For 11th straight month, globe was record warm


Global highlights: March 2016

  • The March average temperature across global land and ocean surfaces was 2.20°F above the 20th century average of 54.9°F. This was the highest for March in the 1880–2016 record, surpassing the previous record set in 2015 by 0.54°F. March 2016 was also the highest monthly temperature departure among all months on record, at 0.02°F higher than the previous record set just last month. This also marks the 11th consecutive month a monthly global temperature record has been broken, the longest such streak in the 137-year record.
  • The March globally-averaged land surface temperature was 4.19°F above the 20th century average. This was the highest for March in the 1880–2016 record, surpassing the previous record set in 2008 by 0.77°F.
  • El Niño conditions continued to weaken in the central and eastern Pacific Ocean during March. However, the March globally averaged sea surface temperature remained 1.46&ndeg;F above the 20th century monthly average, similar to February. This was the highest global ocean temperature for March in the 1880–2016 record, surpassing the previous record set in 2015 by 0.32–F and tying as the sixth highest departure from average among all 1,635 months in the record. Record high sea surface temperatures across most of the North Indian Ocean, along with parts of the central equatorial and southwest Pacific contributed to the March warmth.

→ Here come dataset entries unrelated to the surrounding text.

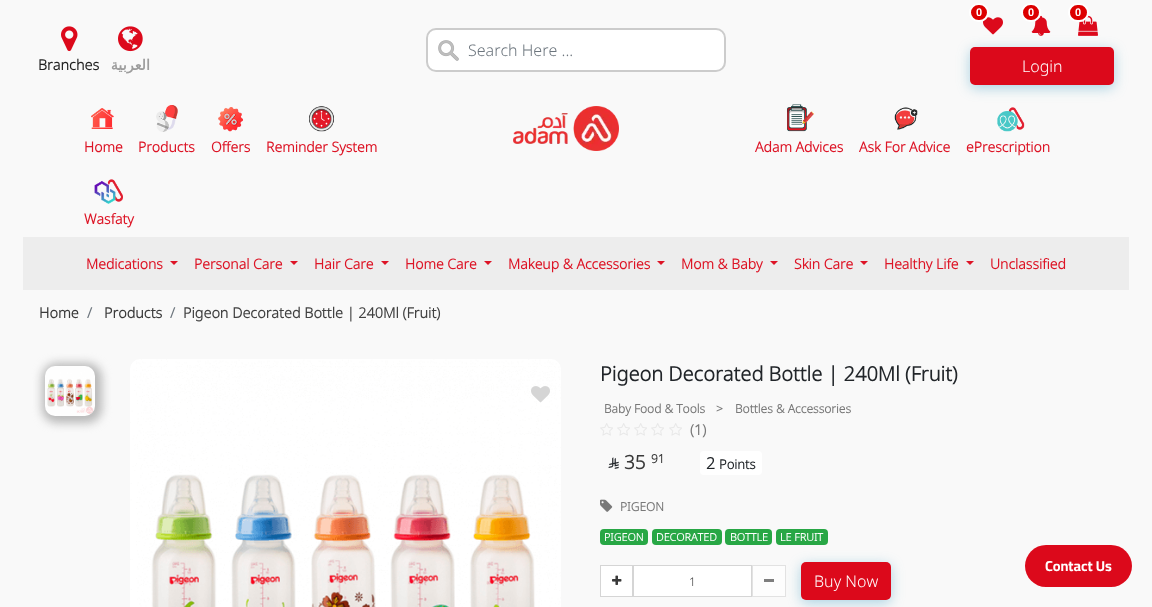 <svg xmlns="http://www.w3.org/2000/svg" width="1152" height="607">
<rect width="100%" height="100%" fill="#f9f9f9"/>
<rect x="428" y="30" width="296" height="40" rx="8" fill="#fff"/>
<image x="438" y="40" width="21" height="21" href="media/1.png"/>
<rect x="427" y="29" width="298" height="42" rx="9" fill="none" stroke="#ccc" stroke-width="2"/>
<text x="468" y="56" style="font-family:Noto Sans;font-size:16px;font-weight:300;fill:#6c757d">Search Here ...</text>
<image x="983" y="17" width="20" height="18" href="media/2.png"/>
<rect x="970" y="4" width="18" height="17" rx="8.5" fill="#d00" stroke="#fff" stroke-width="2"/>
<text x="976" y="16" style="font-family:Liberation Sans;font-size:11px;font-weight:bold;fill:#fff">0</text>
<image x="1031" y="15" width="20" height="21" href="media/3.png"/>
<rect x="1022" y="4" width="18" height="17" rx="8.5" fill="#d00" stroke="#fff" stroke-width="2"/>
<text x="1028" y="16" style="font-family:Liberation Sans;font-size:11px;font-weight:bold;fill:#fff">0</text>
<image x="1078" y="15" width="20" height="21" href="media/4.png"/>
<rect x="1069" y="4" width="19" height="17" rx="8.5" fill="#d00" stroke="#fff" stroke-width="2"/>
<text x="1075" y="16" style="font-family:Liberation Sans;font-size:11px;font-weight:bold;fill:#fff">0</text>
<rect x="970" y="50" width="144" height="38" rx="5" fill="#2a92bd61" filter="blur(6.5px)"/>
<rect x="970" y="47" width="144" height="38" rx="5" fill="#dc091b"/>
<text x="1022" y="72" style="font-family:Noto Sans;font-size:16px;font-weight:300;fill:#fff">Login</text>
<image x="61" y="26" width="17" height="26" href="media/5.png"/>
<text x="38" y="70" style="font-family:Noto Sans;font-size:14.4px;font-weight:bold;fill:#1f1f1f">Branches</text>
<image x="118" y="26" width="25" height="26" href="media/6.png"/>
<text x="150" y="70" style="font-family:DejaVu Sans;font-size:14.4px;font-weight:bold;direction:rtl;fill:#9d9d9d">العربية</text>
<image x="91" y="108" width="23" height="21" href="media/7.png"/>
<text x="84" y="152" style="font-family:Noto Sans;font-size:14px;font-weight:bold;fill:#dd1526">Home</text>
<image x="156" y="105" width="22" height="27" href="media/8.png"/>
<text x="138" y="152" style="font-family:Noto Sans;font-size:14px;font-weight:bold;fill:#dd1526">Products</text>
<image x="218" y="107" width="25" height="25" href="media/9.png"/>
<text x="211" y="152" style="font-family:Noto Sans;font-size:14px;font-weight:bold;fill:#dd1526">Offers</text>
<image x="309" y="106" width="25" height="26" href="media/10.png"/>
<text x="266" y="152" style="font-family:Noto Sans;font-size:14px;font-weight:bold;fill:#dd1526">Reminder System</text>
<image x="513" y="106" width="106" height="45" href="media/11.png"/>
<image x="787" y="104" width="27" height="28" href="media/12.png"/>
<text x="755" y="152" style="font-family:Noto Sans;font-size:14px;font-weight:bold;fill:#dd1526">Adam Advices</text>
<image x="894" y="107" width="24" height="23" href="media/13.png"/>
<text x="859" y="152" style="font-family:Noto Sans;font-size:14px;font-weight:bold;fill:#dd1526">Ask For Advice</text>
<image x="997" y="107" width="28" height="25" href="media/14.png"/>
<text x="966" y="152" style="font-family:Noto Sans;font-size:14px;font-weight:bold;fill:#dd1526">ePrescription</text>
<image x="94" y="179" width="29" height="25" href="media/15.png"/>
<text x="84" y="224" style="font-family:Noto Sans;font-size:14px;font-weight:bold;fill:#dd1526">Wasfaty</text>
<rect x="23" y="237" width="1106" height="53" fill="#ededed"/>
<text x="86" y="269" style="font-family:Noto Sans;font-size:14px;font-weight:bold;fill:#dd1526">Medications</text>
<path d="M170 261h8l-4 4z" fill="#dd1426"/>
<text x="194" y="269" style="font-family:Noto Sans;font-size:14px;font-weight:bold;fill:#dd1526">Personal Care</text>
<path d="M290 261h8l-4 4z" fill="#dd1426"/>
<text x="314" y="269" style="font-family:Noto Sans;font-size:14px;font-weight:bold;fill:#dd1526">Hair Care</text>
<path d="M381 261h8l-4 4z" fill="#dd1426"/>
<text x="405" y="269" style="font-family:Noto Sans;font-size:14px;font-weight:bold;fill:#dd1526">Home Care</text>
<path d="M484 261h8l-4 4z" fill="#dd1426"/>
<text x="508" y="269" style="font-family:Noto Sans;font-size:14px;font-weight:bold;fill:#dd1526">Makeup &amp; Accessories</text>
<path d="M657 261h8l-4 4z" fill="#dd1426"/>
<text x="681" y="269" style="font-family:Noto Sans;font-size:14px;font-weight:bold;fill:#dd1526">Mom &amp; Baby</text>
<path d="M770 261h8l-4 4z" fill="#dd1426"/>
<text x="794" y="269" style="font-family:Noto Sans;font-size:14px;font-weight:bold;fill:#dd1526">Skin Care</text>
<path d="M860 261h8l-4 4z" fill="#dd1426"/>
<text x="884" y="269" style="font-family:Noto Sans;font-size:14px;font-weight:bold;fill:#dd1526">Healthy Life</text>
<path d="M966 261h8l-4 4z" fill="#dd1426"/>
<text x="990" y="269" style="font-family:Noto Sans;font-size:14px;font-weight:bold;fill:#dd1526">Unclassified</text>
<text x="39" y="318" style="font-family:Noto Sans;font-size:14.4px;font-weight:bold;fill:#3a3a3a">Home</text>
<text x="87" y="318" style="font-family:Noto Sans;font-size:14.4px;font-weight:bold;fill:#6c757d">/</text>
<text x="104" y="318" style="font-family:Noto Sans;font-size:14.4px;font-weight:bold;fill:#3a3a3a">Products</text>
<text x="170" y="318" style="font-family:Noto Sans;font-size:14.4px;font-weight:bold;fill:#6c757d">/</text>
<text x="183" y="318" style="font-family:Noto Sans;font-size:14.4px;font-weight:bold;fill:#414141">Pigeon Decorated Bottle | 240Ml (Fruit)</text>
<rect x="42" y="363" width="60" height="60" rx="15" fill="#b8b8b8" filter="blur(5px)"/>
<image x="45" y="366" width="50" height="50" href="media/16.png"/>
<image x="130" y="359" width="431" height="248" href="media/17.png"/>
<image x="531" y="386" width="19" height="17" href="media/18.png"/>
<text x="600" y="381" style="font-family:Noto Sans;font-size:20px;font-weight:bold;fill:#212529">Pigeon Decorated Bottle | 240Ml (Fruit)</text>
<text x="604" y="413" style="font-family:Noto Sans;font-size:12px;font-weight:bold;fill:#797979">Baby Food &amp; Tools</text>
<text x="716" y="413" style="font-family:Noto Sans;font-size:12px;font-weight:bold;fill:#797979">&gt;</text>
<text x="735" y="413" style="font-family:Noto Sans;font-size:12px;font-weight:bold;fill:#797979">Bottles &amp; Accessories</text>
<image x="600" y="423" width="13" height="13" href="media/19.png"/>
<image x="617" y="423" width="13" height="13" href="media/19.png"/>
<image x="634" y="423" width="13" height="13" href="media/19.png"/>
<image x="651" y="423" width="13" height="13" href="media/19.png"/>
<image x="669" y="423" width="13" height="13" href="media/19.png"/>
<text x="690" y="435" style="font-family:Noto Sans;font-size:14.4px;font-weight:bold;fill:#797979">(1)</text>
<image x="608" y="457" width="11" height="12" href="media/20.png"/>
<text x="624" y="469" style="font-family:Noto Sans;font-size:19px;font-weight:bold;fill:#3a3a3a">35</text>
<text x="651" y="463" style="font-family:Noto Sans;font-size:12px;font-weight:bold;fill:#3a3a3a">91</text>
<rect x="700" y="451" width="62" height="24" rx="4" fill="#fff"/>
<text x="706" y="469" style="font-family:Noto Sans;font-size:16px;font-weight:bold;fill:#212529">2</text>
<text x="719" y="469" style="font-family:Noto Sans;font-size:13px;font-weight:bold;fill:#212529">Points</text>
<image x="600" y="499" width="13" height="13" href="media/21.png"/>
<text x="620" y="511" style="font-family:Noto Sans;font-size:12px;font-weight:bold;fill:#797979">PIGEON</text>
<rect x="600" y="529" width="48" height="16" rx="4" fill="#28a745"/>
<text x="604" y="541" style="font-family:Noto Sans;font-size:10.75px;font-weight:bold;fill:#fff">PIGEON</text>
<rect x="652" y="529" width="70" height="16" rx="4" fill="#28a745"/>
<text x="656" y="541" style="font-family:Noto Sans;font-size:10.75px;font-weight:bold;fill:#fff">DECORATED</text>
<rect x="725" y="529" width="47" height="16" rx="4" fill="#28a745"/>
<text x="730" y="541" style="font-family:Noto Sans;font-size:10.75px;font-weight:bold;fill:#fff">BOTTLE</text>
<rect x="776" y="529" width="52" height="16" rx="4" fill="#28a745"/>
<text x="780" y="541" style="font-family:Noto Sans;font-size:10.75px;font-weight:bold;fill:#fff">LE FRUIT</text>
<rect x="600.5" y="565.5" width="32" height="31" fill="#fff" stroke="#d5d5d5"/>
<image x="612" y="575" width="10" height="10" href="media/22.png"/>
<rect x="633.5" y="565.5" width="118" height="31" fill="#fff" stroke="#d5d5d5"/>
<text x="689" y="586" style="font-family:Noto Sans;font-size:12px;font-weight:300;fill:#3a3a3a">1</text>
<rect x="752.5" y="565.5" width="33" height="31" fill="#fdfdfd" stroke="#e2e2e2"/>
<rect x="764" y="579" width="10" height="3" fill="#7e7e7e"/>
<rect x="801" y="565" width="90" height="38" rx="5" fill="#2a92bd61" filter="blur(6.5px)"/>
<rect x="801" y="562" width="90" height="38" rx="5" fill="#dc091b"/>
<text x="814" y="587" style="font-family:Noto Sans;font-size:16px;font-weight:300;fill:#fff">Buy Now</text>
<rect x="1025" y="545" width="107" height="42" rx="21" fill="#dc091b"/>
<text x="1045" y="571" style="font-family:Cairo;font-size:14.4px;font-weight:bold;fill:#fff">Contact Us</text>
</svg>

The six highest monthly global ocean temperature departures have all occurred in the past six months.
  • The March temperature for the lower troposphere (roughly the lowest 5 miles of the atmosphere) was the highest in the 1979–2016 record, at 1.53°F above the 1981–2010 average, as analyzed by the University of Alabama in Huntsville (UAH) using version 5.6. It was also highest on record, at 1.33°F above the 1981–2010 average, as analyzed by Remote Sensing Systems (RSS).
  • The March temperature for the mid-troposphere (roughly 2 miles to 6 miles above the surface) was the highest for this month in the 1979–2016 record, at 1.26°F above the 1981–2010 average, as analyzed by UAH. It was also highest on record, at 1.17°F above the 1981–2010 average, as analyzed by RSS. After removing the influence of temperatures above 6 miles in altitude, the University of Washington, using data analyzed by the UAH and RSS, calculated temperature departures from the 1981–2010 average to be 1.48°F and 1.37°F, respectively, both highest in the record.
  • The average Arctic sea ice extent for March was 420,000 square miles (7.02 percent) below the 1981–2010 average. This was the second smallest March extent since records began in 1979 and 15,000 square miles larger than the record set just last year. On March 24th, Arctic sea ice reached its maximum extent for the year at 5.61 million square miles, the lowest annual maximum extent in the satellite record. The maximum extent was 431,000 square miles below average and 5,000 square miles below the previous record that occurred in 2015, according to analysis by the National Snow and Ice Data Center based on data from NOAA and NASA.
  • Following its sixth smallest Antarctic sea ice extent in February, March sea ice extent for the region rebounded to 100,000 square miles (5.44 percent) above the 1981–2010 average. This was the 14th largest Antarctic sea ice extent in the 38-year period of record but the smallest since 2011. This continues the trend of substantial interannual variability for Antarctic sea ice.
  • According to data from NOAA analyzed by the Rutgers Global Snow Lab, the Northern Hemisphere snow cover extent during March was 1.14 million square miles below the 1981–2010 average. This was the second smallest March Northern Hemisphere snow cover extent in the 50-year period of record and smallest since 1990. The North American snow cover extent was the third smallest on record while the Eurasian snow cover extent was fifth smallest.
  • *-This number was originally reported as 1,644


Global highlights: Year-to-date (January–March 2016)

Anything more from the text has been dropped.